ASSIGNMENT: Please restate the records below verbatim, omitting every image they hold.

SUPPLIED DATA:

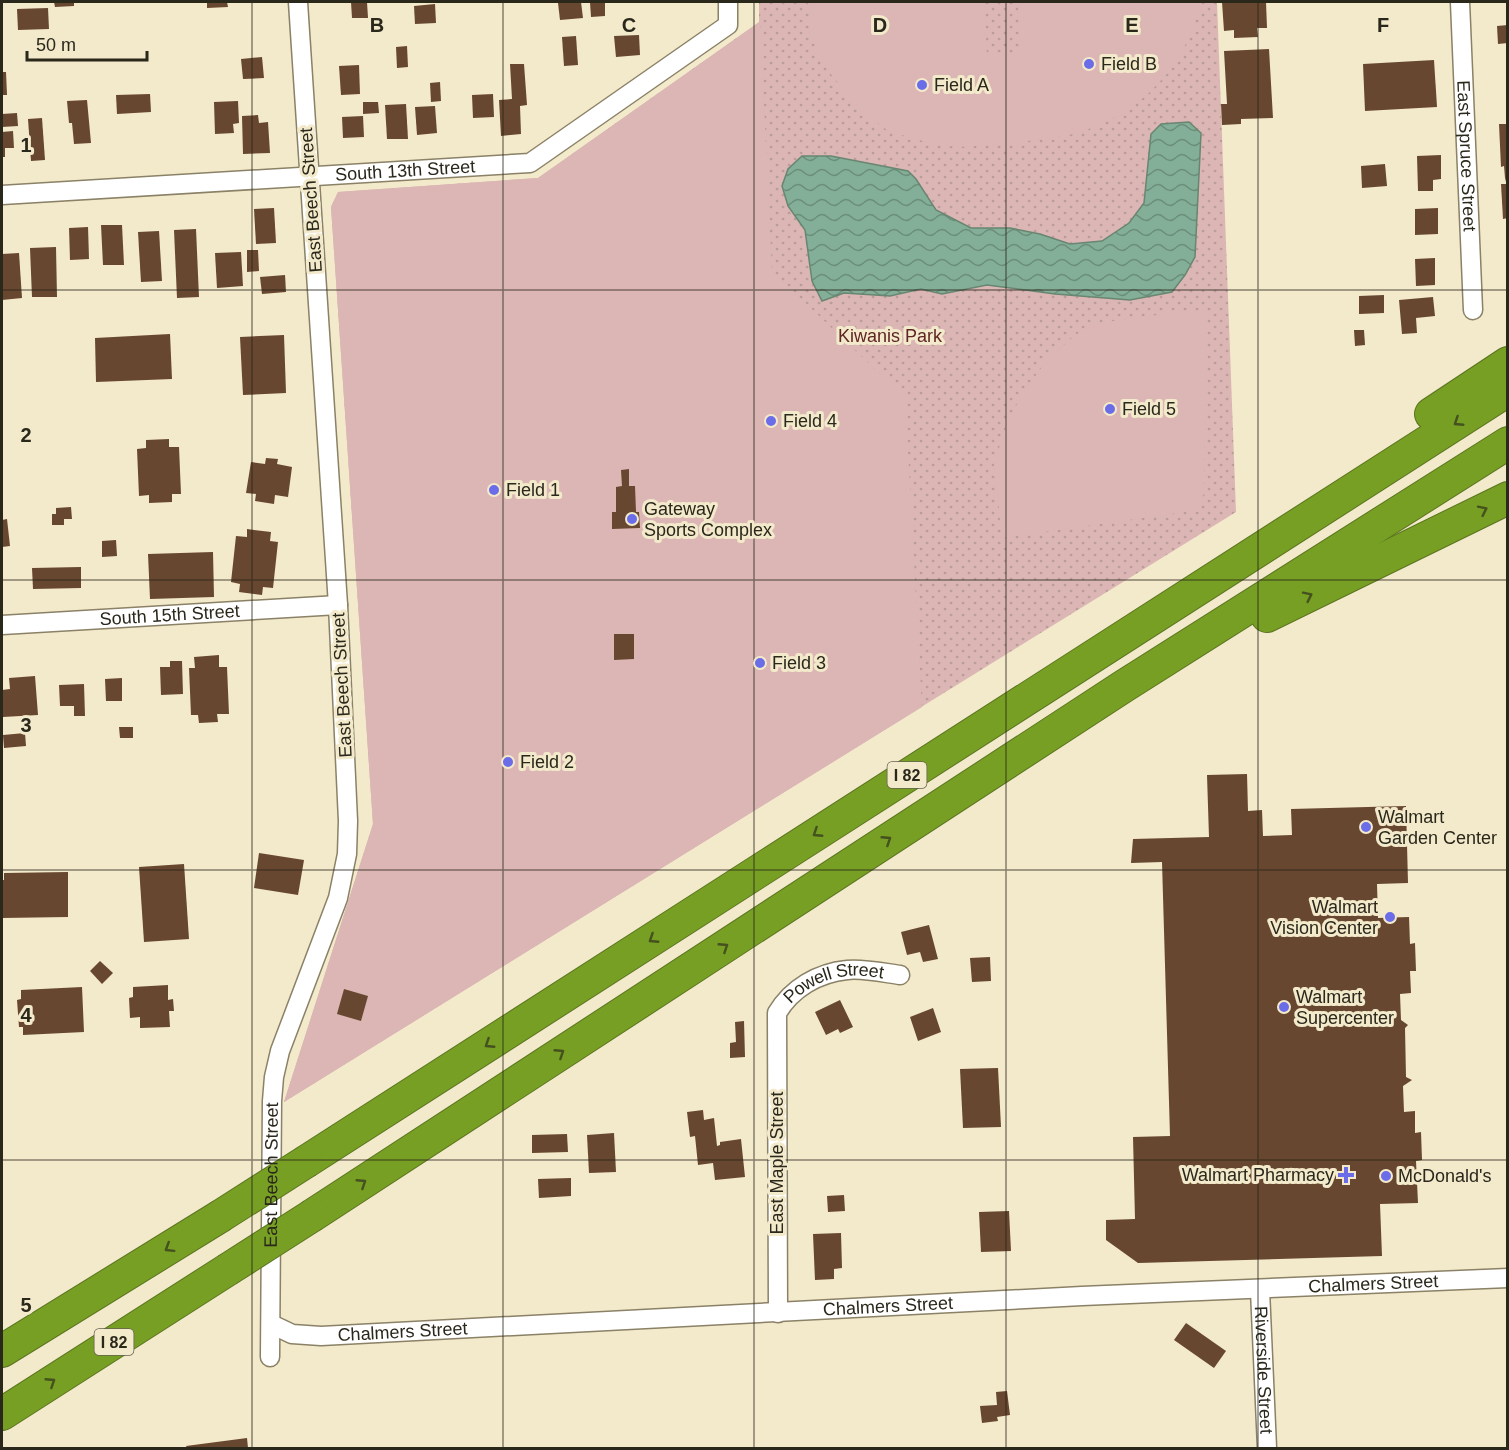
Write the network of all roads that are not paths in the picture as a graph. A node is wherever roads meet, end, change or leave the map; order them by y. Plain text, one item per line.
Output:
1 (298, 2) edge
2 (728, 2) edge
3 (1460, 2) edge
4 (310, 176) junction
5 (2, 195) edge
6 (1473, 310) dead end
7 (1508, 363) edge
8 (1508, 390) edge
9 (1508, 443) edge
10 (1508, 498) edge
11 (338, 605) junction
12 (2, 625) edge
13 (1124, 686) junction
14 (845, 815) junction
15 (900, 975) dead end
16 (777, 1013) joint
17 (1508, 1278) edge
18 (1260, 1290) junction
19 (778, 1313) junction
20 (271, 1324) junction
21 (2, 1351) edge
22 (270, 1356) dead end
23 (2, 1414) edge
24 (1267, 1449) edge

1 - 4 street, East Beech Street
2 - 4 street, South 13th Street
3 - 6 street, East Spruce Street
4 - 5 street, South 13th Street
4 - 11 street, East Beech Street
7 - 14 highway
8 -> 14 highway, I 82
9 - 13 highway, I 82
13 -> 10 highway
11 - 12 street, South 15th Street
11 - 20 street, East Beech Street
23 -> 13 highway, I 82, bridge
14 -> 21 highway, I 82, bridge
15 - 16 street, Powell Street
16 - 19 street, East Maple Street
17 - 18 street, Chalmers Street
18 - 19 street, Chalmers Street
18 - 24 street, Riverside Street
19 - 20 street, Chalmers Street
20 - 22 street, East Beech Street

EXERCISE RESPONSE:
Write the network of all roads that are not paths in the picture as a graph. A node is wherever roads meet, end, change or leave the map; order them by y. Plain text, one item per line.
Output:
1 (298, 2) edge
2 (728, 2) edge
3 (1460, 2) edge
4 (310, 176) junction
5 (2, 195) edge
6 (1473, 310) dead end
7 (1508, 363) edge
8 (1508, 390) edge
9 (1508, 443) edge
10 (1508, 498) edge
11 (338, 605) junction
12 (2, 625) edge
13 (1124, 686) junction
14 (845, 815) junction
15 (900, 975) dead end
16 (777, 1013) joint
17 (1508, 1278) edge
18 (1260, 1290) junction
19 (778, 1313) junction
20 (271, 1324) junction
21 (2, 1351) edge
22 (270, 1356) dead end
23 (2, 1414) edge
24 (1267, 1449) edge

1 - 4 street, East Beech Street
2 - 4 street, South 13th Street
3 - 6 street, East Spruce Street
4 - 5 street, South 13th Street
4 - 11 street, East Beech Street
7 - 14 highway
8 -> 14 highway, I 82
9 - 13 highway, I 82
13 -> 10 highway
11 - 12 street, South 15th Street
11 - 20 street, East Beech Street
23 -> 13 highway, I 82, bridge
14 -> 21 highway, I 82, bridge
15 - 16 street, Powell Street
16 - 19 street, East Maple Street
17 - 18 street, Chalmers Street
18 - 19 street, Chalmers Street
18 - 24 street, Riverside Street
19 - 20 street, Chalmers Street
20 - 22 street, East Beech Street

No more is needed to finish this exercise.